Look through the listing below and report the lines that have the word "معرفت" in them.

Provided data |
Start of Block

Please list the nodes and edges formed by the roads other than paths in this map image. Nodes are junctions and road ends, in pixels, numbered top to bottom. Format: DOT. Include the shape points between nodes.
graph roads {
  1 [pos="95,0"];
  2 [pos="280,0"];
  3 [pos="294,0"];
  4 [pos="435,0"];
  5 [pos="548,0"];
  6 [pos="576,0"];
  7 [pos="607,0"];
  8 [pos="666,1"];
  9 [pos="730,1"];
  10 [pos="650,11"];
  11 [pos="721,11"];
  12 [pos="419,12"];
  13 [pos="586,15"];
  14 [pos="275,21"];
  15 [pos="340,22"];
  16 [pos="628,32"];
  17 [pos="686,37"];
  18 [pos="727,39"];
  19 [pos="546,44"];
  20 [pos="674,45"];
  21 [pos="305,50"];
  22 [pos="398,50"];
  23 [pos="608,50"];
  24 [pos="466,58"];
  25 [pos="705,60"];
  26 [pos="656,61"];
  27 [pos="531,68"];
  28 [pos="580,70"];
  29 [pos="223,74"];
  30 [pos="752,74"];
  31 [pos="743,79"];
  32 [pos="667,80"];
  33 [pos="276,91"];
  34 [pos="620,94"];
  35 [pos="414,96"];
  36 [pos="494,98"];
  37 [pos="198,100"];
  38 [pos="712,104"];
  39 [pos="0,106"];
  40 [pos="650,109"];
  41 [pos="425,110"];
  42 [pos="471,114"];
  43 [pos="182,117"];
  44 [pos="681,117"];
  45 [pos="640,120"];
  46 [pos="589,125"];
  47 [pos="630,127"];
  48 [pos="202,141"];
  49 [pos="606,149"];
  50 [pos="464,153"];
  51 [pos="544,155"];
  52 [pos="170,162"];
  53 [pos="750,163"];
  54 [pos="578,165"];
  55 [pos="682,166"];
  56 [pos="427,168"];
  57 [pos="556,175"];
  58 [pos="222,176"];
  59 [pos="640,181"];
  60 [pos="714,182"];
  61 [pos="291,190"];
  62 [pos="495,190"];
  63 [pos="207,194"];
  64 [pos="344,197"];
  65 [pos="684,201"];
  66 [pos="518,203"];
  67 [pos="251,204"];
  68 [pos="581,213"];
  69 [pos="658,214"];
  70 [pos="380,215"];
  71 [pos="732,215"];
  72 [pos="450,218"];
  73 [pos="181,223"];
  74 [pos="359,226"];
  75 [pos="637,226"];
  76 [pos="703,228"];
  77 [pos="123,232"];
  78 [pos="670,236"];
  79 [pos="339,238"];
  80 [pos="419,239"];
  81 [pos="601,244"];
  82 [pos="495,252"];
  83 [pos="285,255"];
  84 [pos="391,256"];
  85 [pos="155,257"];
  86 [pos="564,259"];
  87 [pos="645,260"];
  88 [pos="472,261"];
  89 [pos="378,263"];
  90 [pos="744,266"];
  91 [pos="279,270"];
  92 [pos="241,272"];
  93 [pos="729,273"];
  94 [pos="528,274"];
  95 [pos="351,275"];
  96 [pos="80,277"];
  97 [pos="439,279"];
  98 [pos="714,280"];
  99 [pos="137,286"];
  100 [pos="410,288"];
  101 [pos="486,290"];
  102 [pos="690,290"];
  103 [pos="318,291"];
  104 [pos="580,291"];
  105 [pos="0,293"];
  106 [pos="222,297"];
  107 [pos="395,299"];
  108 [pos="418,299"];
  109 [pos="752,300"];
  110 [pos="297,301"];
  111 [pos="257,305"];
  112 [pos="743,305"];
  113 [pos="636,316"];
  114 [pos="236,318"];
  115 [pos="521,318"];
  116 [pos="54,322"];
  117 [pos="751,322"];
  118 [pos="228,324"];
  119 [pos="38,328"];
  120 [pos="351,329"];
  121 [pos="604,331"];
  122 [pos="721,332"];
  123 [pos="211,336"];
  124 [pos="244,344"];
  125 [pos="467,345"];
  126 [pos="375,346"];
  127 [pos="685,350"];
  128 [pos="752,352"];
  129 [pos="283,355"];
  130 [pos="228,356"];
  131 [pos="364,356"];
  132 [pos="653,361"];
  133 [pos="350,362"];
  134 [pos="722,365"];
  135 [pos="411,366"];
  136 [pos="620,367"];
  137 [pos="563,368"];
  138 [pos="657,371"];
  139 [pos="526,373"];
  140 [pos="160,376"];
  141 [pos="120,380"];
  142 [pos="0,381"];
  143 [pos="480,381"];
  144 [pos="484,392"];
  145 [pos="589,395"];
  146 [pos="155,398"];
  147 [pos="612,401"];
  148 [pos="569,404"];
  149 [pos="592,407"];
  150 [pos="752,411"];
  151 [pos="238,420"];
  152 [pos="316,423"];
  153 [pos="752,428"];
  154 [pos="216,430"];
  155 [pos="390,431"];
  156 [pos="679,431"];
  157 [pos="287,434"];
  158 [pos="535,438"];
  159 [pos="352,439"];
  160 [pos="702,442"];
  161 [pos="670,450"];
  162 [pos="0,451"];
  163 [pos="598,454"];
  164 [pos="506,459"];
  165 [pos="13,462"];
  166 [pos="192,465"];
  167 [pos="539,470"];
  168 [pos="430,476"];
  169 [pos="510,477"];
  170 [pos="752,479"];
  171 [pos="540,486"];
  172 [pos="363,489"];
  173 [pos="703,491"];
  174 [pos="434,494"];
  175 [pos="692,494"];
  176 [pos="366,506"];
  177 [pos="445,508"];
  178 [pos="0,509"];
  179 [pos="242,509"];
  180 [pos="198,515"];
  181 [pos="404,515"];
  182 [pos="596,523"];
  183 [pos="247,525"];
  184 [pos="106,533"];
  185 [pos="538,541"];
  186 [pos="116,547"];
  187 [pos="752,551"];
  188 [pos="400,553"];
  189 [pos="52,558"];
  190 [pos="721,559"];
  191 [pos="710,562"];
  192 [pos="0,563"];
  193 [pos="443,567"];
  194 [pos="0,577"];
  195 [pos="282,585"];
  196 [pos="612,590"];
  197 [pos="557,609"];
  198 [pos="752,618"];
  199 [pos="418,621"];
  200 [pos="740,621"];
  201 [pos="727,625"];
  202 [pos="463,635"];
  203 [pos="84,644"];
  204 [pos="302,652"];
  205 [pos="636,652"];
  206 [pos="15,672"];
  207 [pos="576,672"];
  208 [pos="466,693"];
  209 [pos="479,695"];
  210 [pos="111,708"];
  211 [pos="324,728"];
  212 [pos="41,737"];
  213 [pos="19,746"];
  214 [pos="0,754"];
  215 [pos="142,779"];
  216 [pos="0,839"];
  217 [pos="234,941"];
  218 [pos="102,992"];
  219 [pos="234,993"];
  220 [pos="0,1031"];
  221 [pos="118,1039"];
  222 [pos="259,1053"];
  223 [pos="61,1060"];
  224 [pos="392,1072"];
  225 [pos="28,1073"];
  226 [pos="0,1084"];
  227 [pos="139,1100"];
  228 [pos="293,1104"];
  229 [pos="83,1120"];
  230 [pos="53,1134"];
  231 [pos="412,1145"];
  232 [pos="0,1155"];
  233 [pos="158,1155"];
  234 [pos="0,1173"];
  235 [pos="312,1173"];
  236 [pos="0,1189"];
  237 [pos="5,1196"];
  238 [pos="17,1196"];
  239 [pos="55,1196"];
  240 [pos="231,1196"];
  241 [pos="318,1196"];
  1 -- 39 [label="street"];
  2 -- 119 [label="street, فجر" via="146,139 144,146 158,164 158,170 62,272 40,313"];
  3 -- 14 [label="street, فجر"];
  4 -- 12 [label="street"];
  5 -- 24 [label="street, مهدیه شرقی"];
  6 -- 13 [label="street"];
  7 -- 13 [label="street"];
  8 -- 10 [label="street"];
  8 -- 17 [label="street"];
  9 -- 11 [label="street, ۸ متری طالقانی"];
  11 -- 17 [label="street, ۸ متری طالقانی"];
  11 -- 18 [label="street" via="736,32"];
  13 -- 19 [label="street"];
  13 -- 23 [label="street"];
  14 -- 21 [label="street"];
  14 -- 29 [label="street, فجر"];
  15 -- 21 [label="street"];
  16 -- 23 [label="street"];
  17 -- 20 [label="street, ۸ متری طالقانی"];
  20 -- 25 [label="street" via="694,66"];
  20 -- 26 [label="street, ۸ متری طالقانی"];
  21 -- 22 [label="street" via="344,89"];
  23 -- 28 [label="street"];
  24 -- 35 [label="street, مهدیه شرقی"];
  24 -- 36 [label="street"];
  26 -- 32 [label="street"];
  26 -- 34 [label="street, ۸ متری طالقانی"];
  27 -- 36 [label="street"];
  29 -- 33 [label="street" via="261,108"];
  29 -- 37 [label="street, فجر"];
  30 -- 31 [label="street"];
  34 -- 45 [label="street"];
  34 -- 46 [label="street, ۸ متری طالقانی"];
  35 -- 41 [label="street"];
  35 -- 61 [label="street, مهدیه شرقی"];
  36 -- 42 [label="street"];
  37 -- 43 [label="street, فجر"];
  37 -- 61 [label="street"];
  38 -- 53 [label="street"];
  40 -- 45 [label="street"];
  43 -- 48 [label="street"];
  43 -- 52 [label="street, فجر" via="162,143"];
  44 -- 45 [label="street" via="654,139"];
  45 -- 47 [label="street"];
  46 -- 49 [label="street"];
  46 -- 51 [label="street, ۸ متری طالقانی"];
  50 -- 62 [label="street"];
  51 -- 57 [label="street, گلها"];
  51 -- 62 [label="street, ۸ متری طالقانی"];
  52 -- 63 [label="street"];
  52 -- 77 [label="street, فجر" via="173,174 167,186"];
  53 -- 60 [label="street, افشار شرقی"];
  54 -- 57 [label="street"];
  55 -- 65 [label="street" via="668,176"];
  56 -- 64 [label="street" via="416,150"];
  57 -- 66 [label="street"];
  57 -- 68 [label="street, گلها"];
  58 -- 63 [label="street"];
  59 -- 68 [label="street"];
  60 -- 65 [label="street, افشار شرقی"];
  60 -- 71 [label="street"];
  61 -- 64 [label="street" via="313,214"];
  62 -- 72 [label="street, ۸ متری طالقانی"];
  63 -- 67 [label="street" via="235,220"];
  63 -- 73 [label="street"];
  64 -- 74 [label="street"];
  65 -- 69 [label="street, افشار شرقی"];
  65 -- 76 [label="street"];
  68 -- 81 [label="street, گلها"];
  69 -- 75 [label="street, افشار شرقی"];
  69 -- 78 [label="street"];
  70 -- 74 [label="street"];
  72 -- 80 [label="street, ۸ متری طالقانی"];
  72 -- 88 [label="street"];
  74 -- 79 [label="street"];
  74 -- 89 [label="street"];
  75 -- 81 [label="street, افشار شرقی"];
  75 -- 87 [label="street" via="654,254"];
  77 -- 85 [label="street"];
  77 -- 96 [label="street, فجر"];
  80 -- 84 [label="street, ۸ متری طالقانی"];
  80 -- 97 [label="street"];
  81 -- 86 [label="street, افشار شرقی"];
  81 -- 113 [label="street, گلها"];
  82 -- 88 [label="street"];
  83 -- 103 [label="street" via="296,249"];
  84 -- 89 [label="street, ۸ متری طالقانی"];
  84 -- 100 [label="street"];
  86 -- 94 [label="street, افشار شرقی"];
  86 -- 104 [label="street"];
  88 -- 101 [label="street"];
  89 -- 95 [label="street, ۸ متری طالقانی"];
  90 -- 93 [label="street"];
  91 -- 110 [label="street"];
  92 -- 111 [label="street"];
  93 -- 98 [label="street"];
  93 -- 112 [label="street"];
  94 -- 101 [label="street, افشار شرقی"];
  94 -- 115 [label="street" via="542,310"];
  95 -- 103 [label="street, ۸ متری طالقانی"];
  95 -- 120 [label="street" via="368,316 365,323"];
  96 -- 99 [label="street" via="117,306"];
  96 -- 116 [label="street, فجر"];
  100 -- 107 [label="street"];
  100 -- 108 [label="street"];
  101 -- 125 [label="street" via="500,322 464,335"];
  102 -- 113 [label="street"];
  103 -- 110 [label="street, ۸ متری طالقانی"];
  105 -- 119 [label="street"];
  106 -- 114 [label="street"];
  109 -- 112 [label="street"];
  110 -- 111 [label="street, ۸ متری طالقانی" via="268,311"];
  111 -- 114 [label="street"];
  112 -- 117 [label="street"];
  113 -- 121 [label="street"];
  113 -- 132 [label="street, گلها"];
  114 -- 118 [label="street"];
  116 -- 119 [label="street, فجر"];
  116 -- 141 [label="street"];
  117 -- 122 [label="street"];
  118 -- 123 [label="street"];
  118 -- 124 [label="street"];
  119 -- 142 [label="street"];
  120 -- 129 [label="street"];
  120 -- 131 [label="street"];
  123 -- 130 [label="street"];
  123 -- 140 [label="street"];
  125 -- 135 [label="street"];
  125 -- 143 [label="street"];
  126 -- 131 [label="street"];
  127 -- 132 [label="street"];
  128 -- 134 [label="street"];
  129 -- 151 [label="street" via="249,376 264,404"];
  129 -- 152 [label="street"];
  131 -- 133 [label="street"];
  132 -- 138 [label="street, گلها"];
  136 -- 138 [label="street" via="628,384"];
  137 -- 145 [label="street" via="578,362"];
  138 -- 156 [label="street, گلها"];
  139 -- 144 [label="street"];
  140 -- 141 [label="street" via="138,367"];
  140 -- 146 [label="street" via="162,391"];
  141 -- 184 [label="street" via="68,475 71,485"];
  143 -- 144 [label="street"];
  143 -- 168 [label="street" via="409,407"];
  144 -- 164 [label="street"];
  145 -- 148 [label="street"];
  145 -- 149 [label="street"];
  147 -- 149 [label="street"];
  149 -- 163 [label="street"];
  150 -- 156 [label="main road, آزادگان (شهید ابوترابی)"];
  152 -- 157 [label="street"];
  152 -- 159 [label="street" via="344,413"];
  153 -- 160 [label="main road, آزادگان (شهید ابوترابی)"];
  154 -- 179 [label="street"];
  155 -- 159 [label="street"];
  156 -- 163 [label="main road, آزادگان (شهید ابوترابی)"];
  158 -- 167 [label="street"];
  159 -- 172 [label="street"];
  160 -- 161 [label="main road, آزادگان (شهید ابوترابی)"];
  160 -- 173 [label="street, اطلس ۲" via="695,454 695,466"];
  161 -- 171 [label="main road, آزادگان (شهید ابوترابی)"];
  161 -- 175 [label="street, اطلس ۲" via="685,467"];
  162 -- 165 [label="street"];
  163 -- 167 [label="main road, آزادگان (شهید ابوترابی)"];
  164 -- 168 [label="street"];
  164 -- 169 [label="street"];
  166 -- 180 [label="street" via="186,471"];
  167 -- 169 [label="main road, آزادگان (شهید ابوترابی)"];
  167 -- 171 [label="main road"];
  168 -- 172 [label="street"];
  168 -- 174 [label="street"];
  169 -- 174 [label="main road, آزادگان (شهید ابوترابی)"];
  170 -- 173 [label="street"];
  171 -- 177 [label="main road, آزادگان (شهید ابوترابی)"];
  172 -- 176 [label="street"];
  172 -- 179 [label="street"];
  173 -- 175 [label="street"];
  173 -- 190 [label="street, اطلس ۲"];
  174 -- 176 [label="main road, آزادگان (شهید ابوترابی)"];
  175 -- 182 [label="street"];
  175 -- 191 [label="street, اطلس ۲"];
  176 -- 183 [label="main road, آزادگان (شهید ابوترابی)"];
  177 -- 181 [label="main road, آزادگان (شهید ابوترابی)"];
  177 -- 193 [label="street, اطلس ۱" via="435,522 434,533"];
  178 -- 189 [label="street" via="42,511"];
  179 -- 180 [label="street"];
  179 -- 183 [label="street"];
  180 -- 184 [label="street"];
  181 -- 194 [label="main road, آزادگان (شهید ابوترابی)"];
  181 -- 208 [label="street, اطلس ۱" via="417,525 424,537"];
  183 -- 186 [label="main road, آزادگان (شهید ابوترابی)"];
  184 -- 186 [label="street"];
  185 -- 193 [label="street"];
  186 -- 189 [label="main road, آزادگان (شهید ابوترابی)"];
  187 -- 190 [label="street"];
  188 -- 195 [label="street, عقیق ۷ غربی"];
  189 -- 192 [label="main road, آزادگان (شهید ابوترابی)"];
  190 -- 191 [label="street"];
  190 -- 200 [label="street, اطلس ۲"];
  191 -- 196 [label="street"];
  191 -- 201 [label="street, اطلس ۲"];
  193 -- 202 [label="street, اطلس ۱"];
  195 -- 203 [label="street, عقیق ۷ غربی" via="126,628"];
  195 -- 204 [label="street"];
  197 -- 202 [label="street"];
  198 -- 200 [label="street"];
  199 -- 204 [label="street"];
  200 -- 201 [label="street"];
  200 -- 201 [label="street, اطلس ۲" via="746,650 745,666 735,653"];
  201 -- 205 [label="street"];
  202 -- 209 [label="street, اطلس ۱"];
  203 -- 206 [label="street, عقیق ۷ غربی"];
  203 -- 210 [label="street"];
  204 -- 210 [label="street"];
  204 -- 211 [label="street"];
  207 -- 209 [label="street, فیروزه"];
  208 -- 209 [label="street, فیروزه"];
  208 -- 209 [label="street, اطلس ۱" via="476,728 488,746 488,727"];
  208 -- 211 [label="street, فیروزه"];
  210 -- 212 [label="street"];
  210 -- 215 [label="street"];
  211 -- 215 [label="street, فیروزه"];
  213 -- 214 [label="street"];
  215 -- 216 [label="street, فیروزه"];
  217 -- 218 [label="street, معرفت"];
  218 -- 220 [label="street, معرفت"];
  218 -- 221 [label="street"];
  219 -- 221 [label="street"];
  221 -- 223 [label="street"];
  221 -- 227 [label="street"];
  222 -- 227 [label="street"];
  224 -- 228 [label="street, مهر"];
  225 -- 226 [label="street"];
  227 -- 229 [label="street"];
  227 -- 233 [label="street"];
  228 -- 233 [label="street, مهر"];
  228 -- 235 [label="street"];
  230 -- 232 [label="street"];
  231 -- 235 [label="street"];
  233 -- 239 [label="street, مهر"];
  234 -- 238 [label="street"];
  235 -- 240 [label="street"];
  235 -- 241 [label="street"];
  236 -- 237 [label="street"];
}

End of Block

Exercise result |
  217 -- 218 [label="street, معرفت"];
  218 -- 220 [label="street, معرفت"];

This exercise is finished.